### Exercise directions
When you copy the listing, reproduce each line as it appears and omit every image.

### Input material
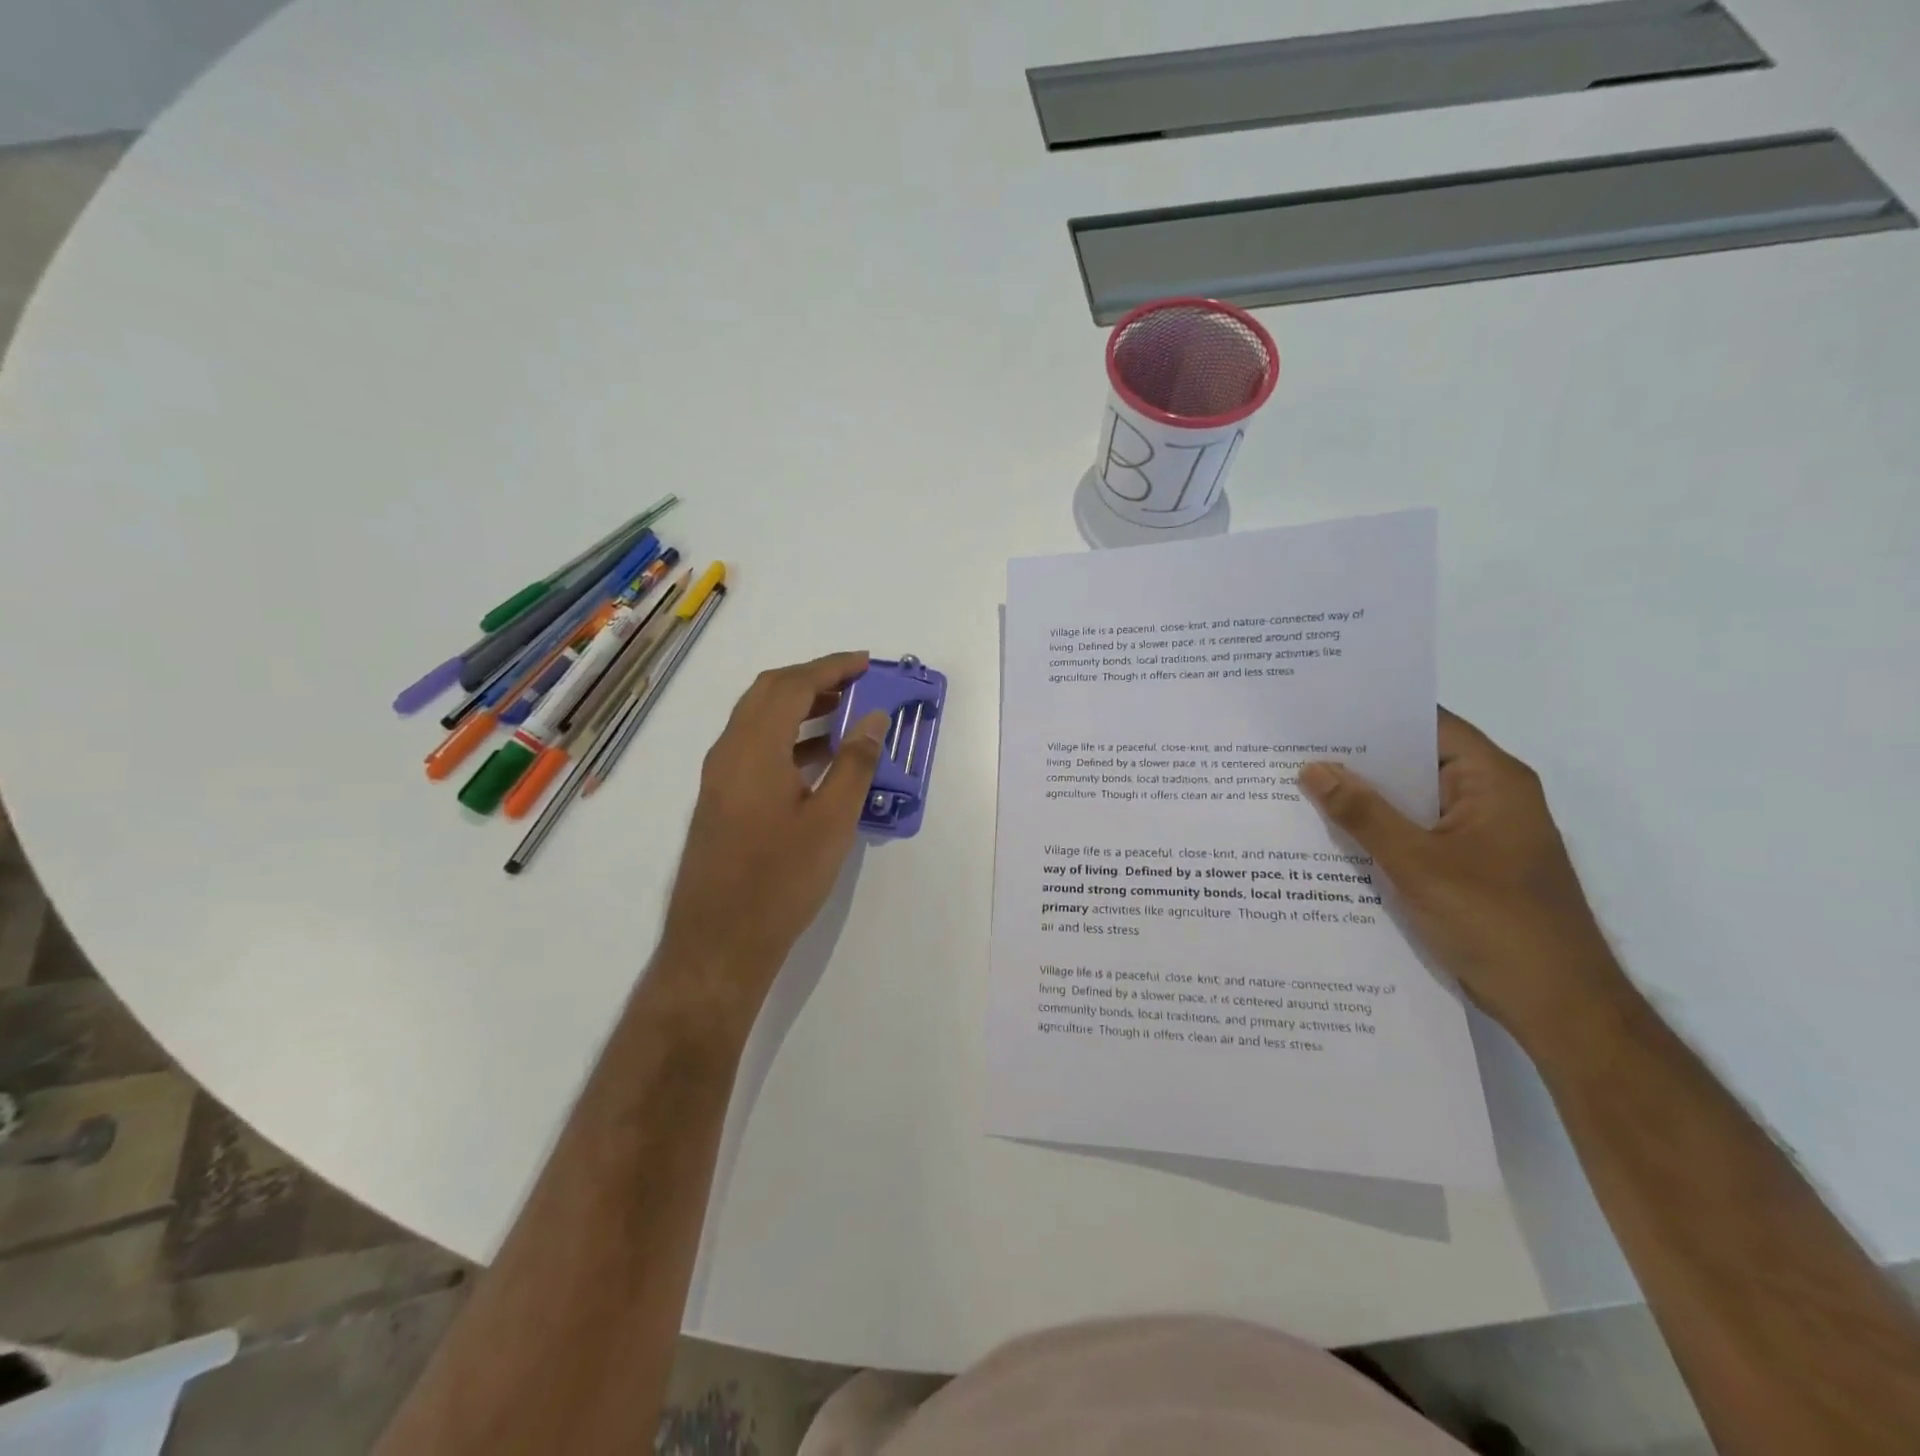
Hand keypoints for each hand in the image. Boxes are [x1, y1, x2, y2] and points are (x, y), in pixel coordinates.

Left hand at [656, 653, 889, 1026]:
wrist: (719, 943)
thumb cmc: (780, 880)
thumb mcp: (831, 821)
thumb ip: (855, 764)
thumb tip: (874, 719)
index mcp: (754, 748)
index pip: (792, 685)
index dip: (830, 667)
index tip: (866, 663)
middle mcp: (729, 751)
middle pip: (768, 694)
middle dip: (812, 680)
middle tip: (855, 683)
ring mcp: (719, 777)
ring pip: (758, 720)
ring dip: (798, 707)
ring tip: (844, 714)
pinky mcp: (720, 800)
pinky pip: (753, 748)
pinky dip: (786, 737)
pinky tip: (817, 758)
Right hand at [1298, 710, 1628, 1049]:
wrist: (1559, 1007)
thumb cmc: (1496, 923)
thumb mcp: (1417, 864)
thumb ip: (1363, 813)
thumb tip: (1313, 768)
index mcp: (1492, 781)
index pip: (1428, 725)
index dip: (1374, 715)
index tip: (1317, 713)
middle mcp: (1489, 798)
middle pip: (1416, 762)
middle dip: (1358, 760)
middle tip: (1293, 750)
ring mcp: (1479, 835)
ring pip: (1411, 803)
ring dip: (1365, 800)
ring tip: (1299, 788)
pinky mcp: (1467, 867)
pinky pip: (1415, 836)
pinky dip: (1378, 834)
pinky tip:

### Problem solution
Hand keypoints for each hand in the image. Boxes are [x1, y1, x2, y2] and points are (x, y), in pixel coordinates.

Left hand at [656, 653, 889, 1026]:
wrist: (719, 943)
thumb cmc: (780, 880)
thumb mcp: (831, 821)
thumb ip: (855, 764)
thumb tip: (874, 719)
index mcp: (754, 748)
index pip: (792, 685)
index dip: (830, 667)
index tip: (866, 663)
middle mcp: (729, 751)
middle pip: (768, 694)
middle dip: (812, 680)
middle tip: (855, 683)
ring mcp: (719, 777)
ring pip: (758, 720)
ring dip: (798, 707)
ring tip: (844, 714)
pinky mcp: (720, 800)
pinky pip: (753, 748)
pinky dip: (786, 737)
pinky tip: (817, 758)
Right hand at [1298, 710, 1628, 1049]:
wrist: (1559, 1007)
thumb cmc: (1496, 923)
thumb mcp: (1417, 864)
thumb ip: (1363, 813)
thumb tip: (1313, 768)
index mcp: (1492, 781)
index pip: (1428, 725)
index dip: (1374, 715)
index tip: (1317, 713)
middle mcp: (1489, 798)
middle pip: (1416, 762)
middle dip: (1358, 760)
middle tip: (1293, 750)
ring mcp: (1479, 835)
ring pip: (1411, 803)
ring dip: (1365, 800)
ring tip: (1299, 788)
pinky mcp: (1467, 867)
pinky pip: (1415, 836)
pinky dip: (1378, 834)
pinky tip:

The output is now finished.